Evgeniy Gorbunov has already established himself as one of the most proficient guitar players in Russia today, and this album continues to showcases that. His skill is developed to an extent where it becomes an accessory of expression — meaning that any idea he has in his head will be readily expressed through his guitar techniques. As the musician claims, he created to this project to fulfill his own “sick fantasies, which usually arise rapidly.” Gorbunov says that previously he would pay too much attention to arrangements, the dramaturgy of the lyrics, the development of songs, but at some point, decided to let his imagination and creative expression roam free and untamed — which truly shows on Comfort.
In the traditional pop sense, it’s quite difficult to find structure within tracks, let alone in the album as a whole. However, that is precisely the point. The obsessive intention to rationalize how a track/album is coming along is an approach that Gorbunov abandoned, and this latest album is a mature portrayal of him trying to taint his music with conscious intentionality as little as possible.
A great deal of Comfort feels like a fever dream, with its relentless and at times paranoia-evoking instrumentation. However, the key to perceiving this album as a whole seems to lie in attempting to adopt the same approach as the artist; trying to rationalize either lyrics through semantics or the arrangements through music theory will only lead to more confusion and overall a less pleasant listening experience. The listener has to let go of rationality and give in to the music, as is often the case with music of other artists whose approach is similar to Inturist’s; for instance, trying to breakdown To Be Kind by Swans in terms of semantics and musical terms is futile, because even the attempt to do that degrades the intended listening experience. That is the main point of it — experiencing, not analyzing.

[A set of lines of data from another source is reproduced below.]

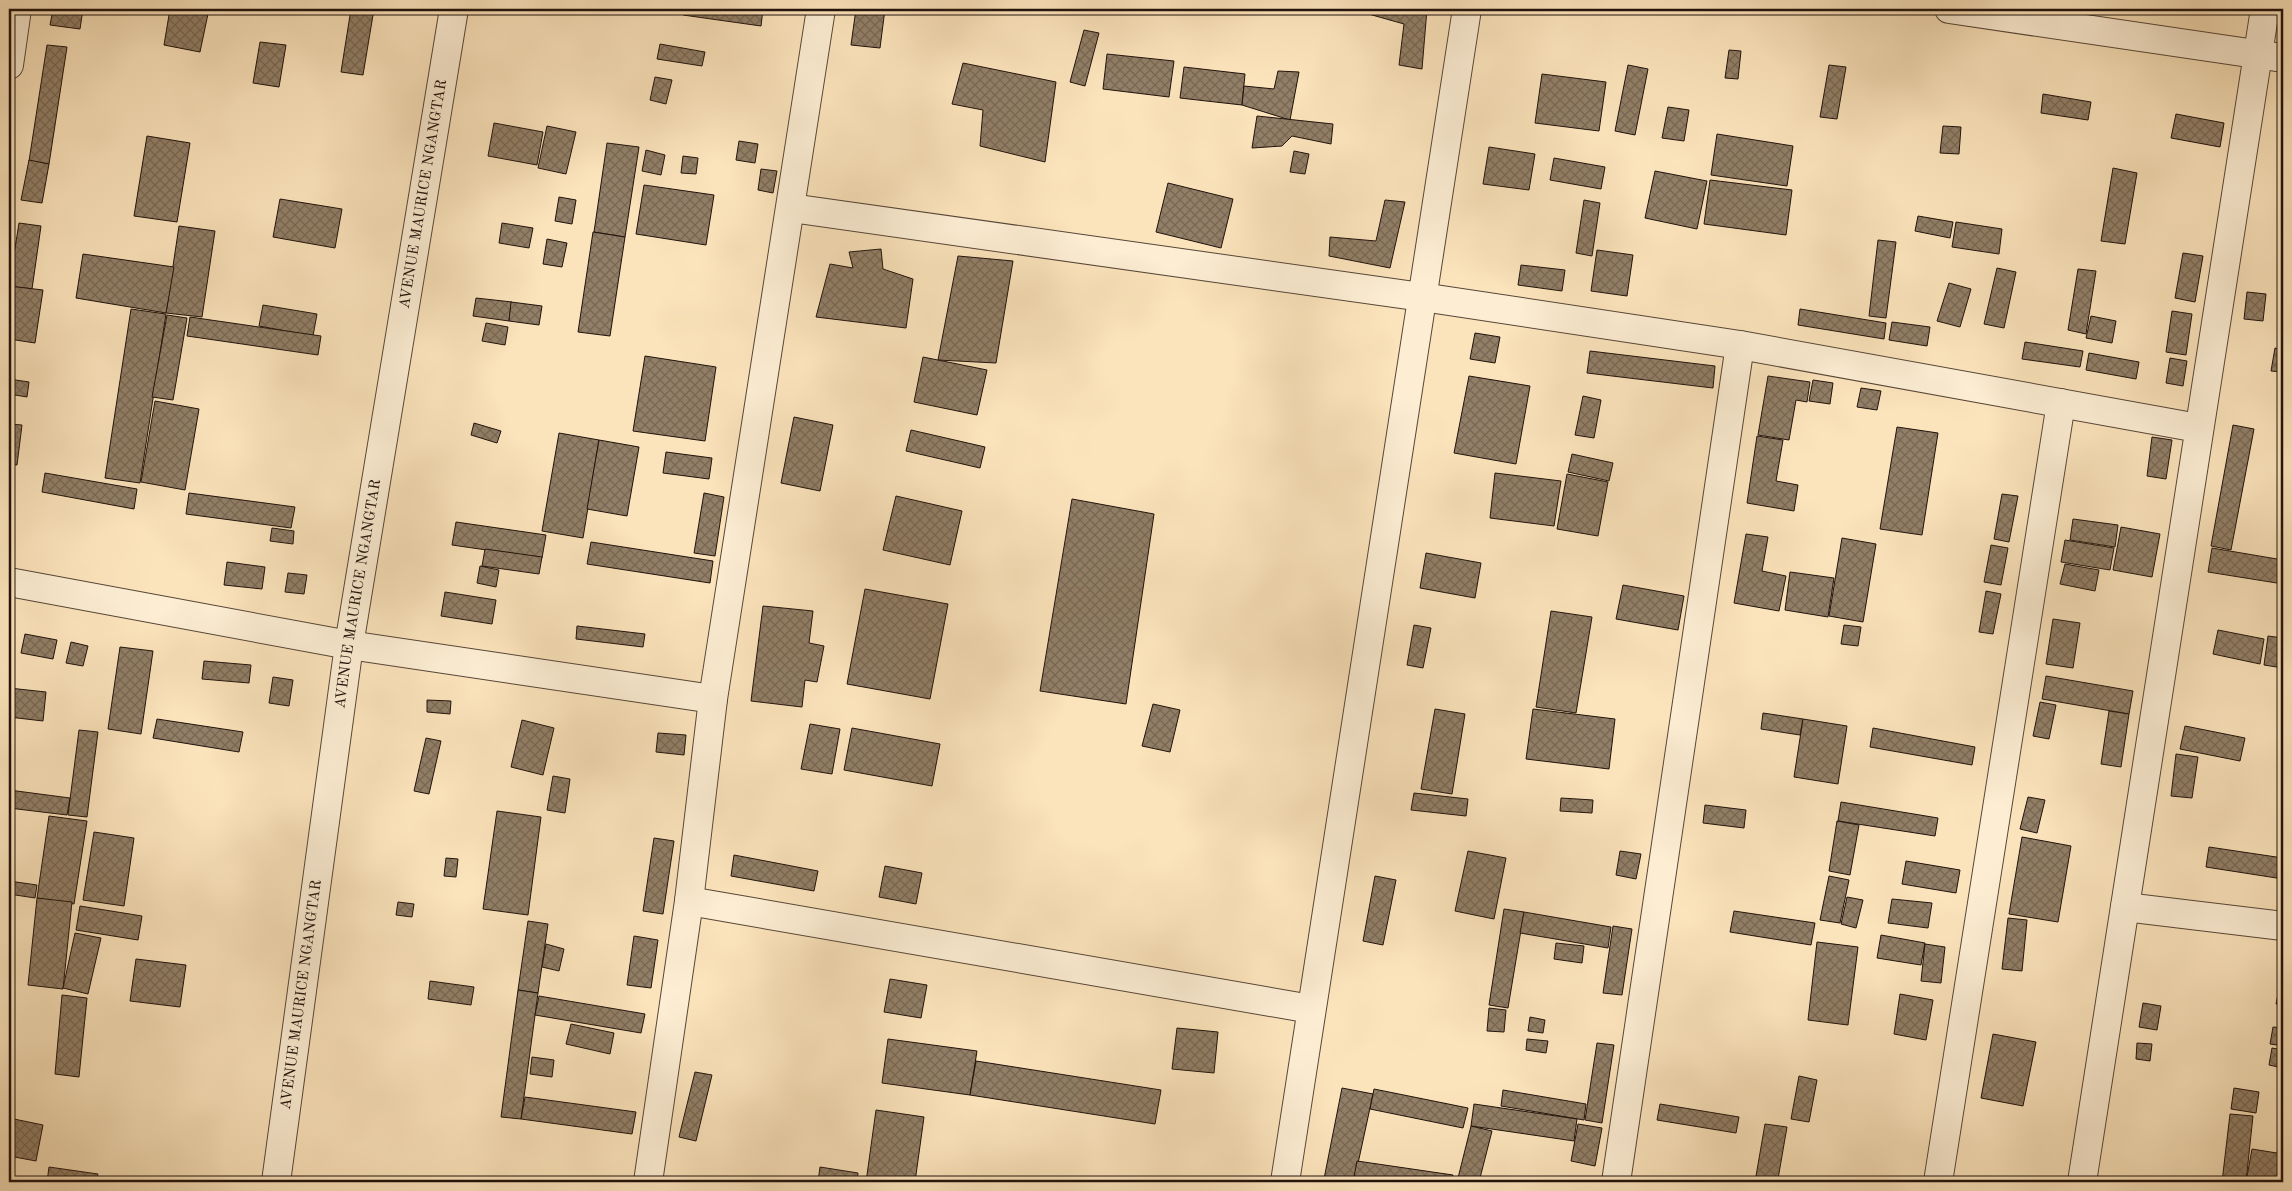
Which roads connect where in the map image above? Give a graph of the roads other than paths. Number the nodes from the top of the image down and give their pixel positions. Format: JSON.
{"nodes":[{"id":1,"x":18,"y":9,"type":"edge"},
{"id":2,"x":454,"y":9,"type":"edge"},
{"id":3,"x":821,"y":9,"type":"edge"},
{"id":4,"x":1467,"y":9,"type":"edge"},
{"id":5,"x":1950,"y":9,"type":"edge"},
{"id":6,"x":2265,"y":9,"type":"edge"},
{"id":7,"x":2270,"y":56,"type":"edge"},
{"id":8,"x":9,"y":65,"type":"edge"},
{"id":9,"x":790,"y":208,"type":"junction"},
{"id":10,"x":1422,"y":297,"type":"junction"},
{"id":11,"x":1740,"y":345,"type":"junction"},
{"id":12,"x":2061,"y":403,"type":"junction"},
{"id":13,"x":2198,"y":428,"type":"junction"},
{"id":14,"x":9,"y":582,"type":"edge"},
{"id":15,"x":349,"y":645,"type":"junction"},
{"id":16,"x":713,"y":699,"type":"junction"},
{"id":17,"x":689,"y":901,"type":"junction"},
{"id":18,"x":2125,"y":907,"type":"junction"},
{"id":19,"x":2283,"y":926,"type":"edge"},
{"id":20,"x":1311,"y":1009,"type":"junction"},
{"id":21,"x":276,"y":1182,"type":"edge"},
{"id":22,"x":648,"y":1182,"type":"edge"},
{"id":23,"x":1285,"y":1182,"type":"edge"},
{"id":24,"x":1616,"y":1182,"type":"edge"},
{"id":25,"x":1938,"y":1182,"type":"edge"},
{"id":26,"x":2082,"y":1182,"type":"edge"}],
"edges":[{"from":1,"to":8,"type":"street"},
{"from":2,"to":15,"type":"street","name":"AVENUE MAURICE NGANGTAR"},
{"from":3,"to":9,"type":"street"},
{"from":4,"to":10,"type":"street"},
{"from":5,"to":7,"type":"street"},
{"from":6,"to":7,"type":"street"},
{"from":7,"to":13,"type":"street"},
{"from":9,"to":10,"type":"street"},
{"from":9,"to":16,"type":"street"},
{"from":10,"to":11,"type":"street"},
{"from":10,"to":20,"type":"street"},
{"from":11,"to":12,"type":"street"},
{"from":11,"to":24,"type":"street"},
{"from":12,"to":13,"type":"street"},
{"from":12,"to":25,"type":"street"},
{"from":13,"to":18,"type":"street"},
{"from":14,"to":15,"type":"street"},
{"from":15,"to":16,"type":"street"},
{"from":15,"to":21,"type":"street","name":"AVENUE MAURICE NGANGTAR"},
{"from":16,"to":17,"type":"street"},
{"from":17,"to":20,"type":"street"},
{"from":17,"to":22,"type":"street"},
{"from":18,"to":19,"type":"street"},
{"from":18,"to":26,"type":"street"},
{"from":20,"to":23,"type":"street"}]}
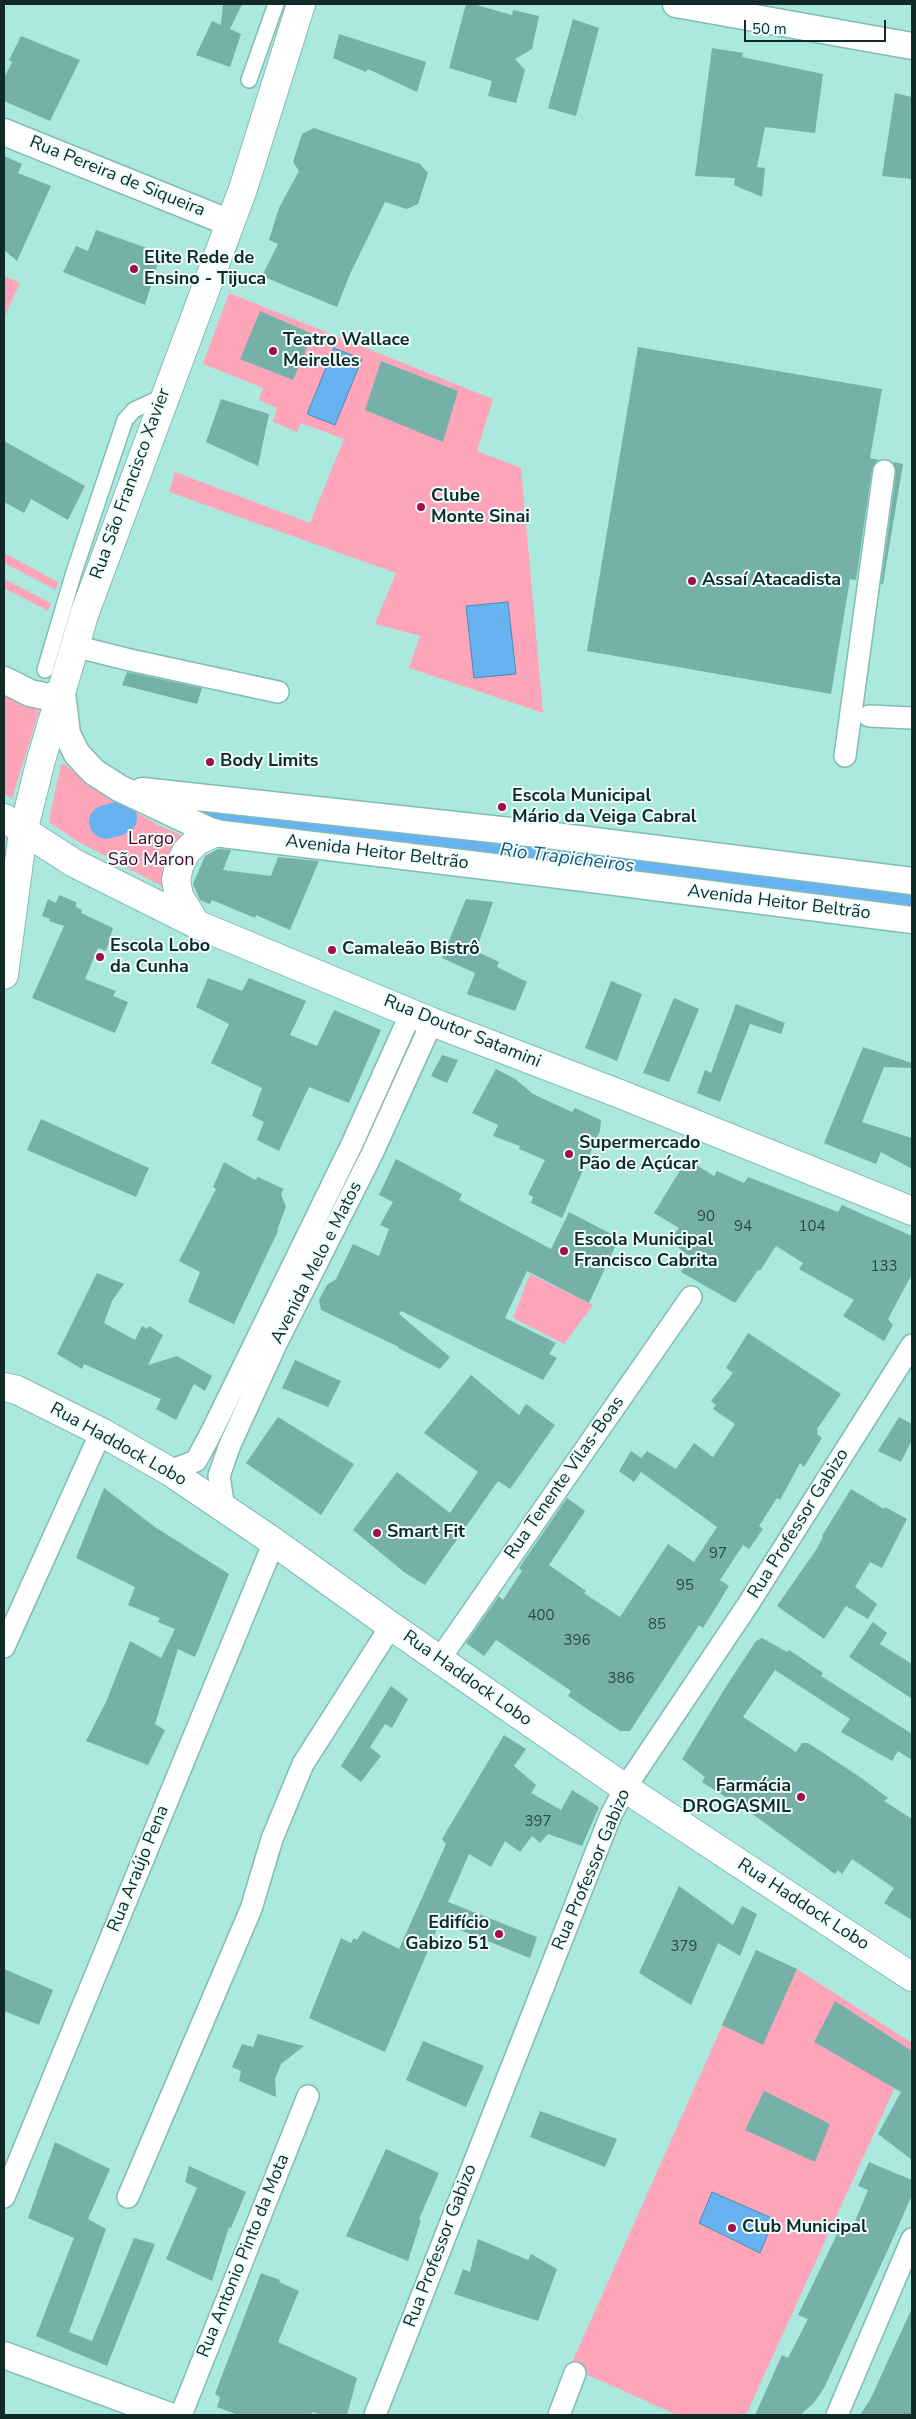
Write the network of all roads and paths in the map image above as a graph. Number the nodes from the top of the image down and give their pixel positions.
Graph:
1 (276, 4) edge
2 (301, 4) edge
3 (676, 4) edge
4 (912, 46) edge
5 (249, 80) dead end
6 (4, 132) edge
7 (230, 223) junction
8 (164, 396) junction
9 (884, 471) dead end
10 (74, 646) junction
11 (45, 670) dead end
12 (4, 680) edge
13 (62, 692) junction
14 (278, 692) dead end
15 (869, 716) dead end
16 (912, 718) edge
17 (845, 756) dead end
18 (119, 788) junction
19 (13, 825) edge
20 (214, 834) junction
21 (912, 880) edge
22 (912, 920) edge
23 (196, 924) junction
24 (4, 975) edge
25 (421, 1017) junction
26 (912, 1211) edge
27 (691, 1297) dead end
28 (912, 1344) edge
29 (8, 1385) edge
30 (102, 1432) junction
31 (169, 1472) junction
32 (224, 1508) junction
33 (274, 1542) junction
34 (391, 1626) junction
35 (4, 1647) edge
36 (439, 1660) junction
37 (625, 1788) junction
38 (912, 1977) edge
39 (308, 2096) dead end
40 (4, 2197) edge
41 (128, 2197) dead end
42 (912, 2239) edge
43 (4, 2355) edge
44 (575, 2374) dead end
45 (167, 2415) edge
46 (181, 2415) edge
47 (375, 2415) edge
48 (559, 2415) edge
49 (837, 2415) edge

Intrurist’s latest album will most surely be a pleasant listen to those who appreciate jazzy, experimental rock sounding music. The lyrics – in Russian – are hyperrealist, and are not shy of delving into complete absurdity. They reflect the reality of the Russian condition quite well with eloquent usage of literary expressions. A complementary advantage also lies in the fact that the instrumentation and arrangements convey emotionally similar messages to the ones in the words, so not being proficient in the Russian language is not a barrier to enjoying and understanding Comfort.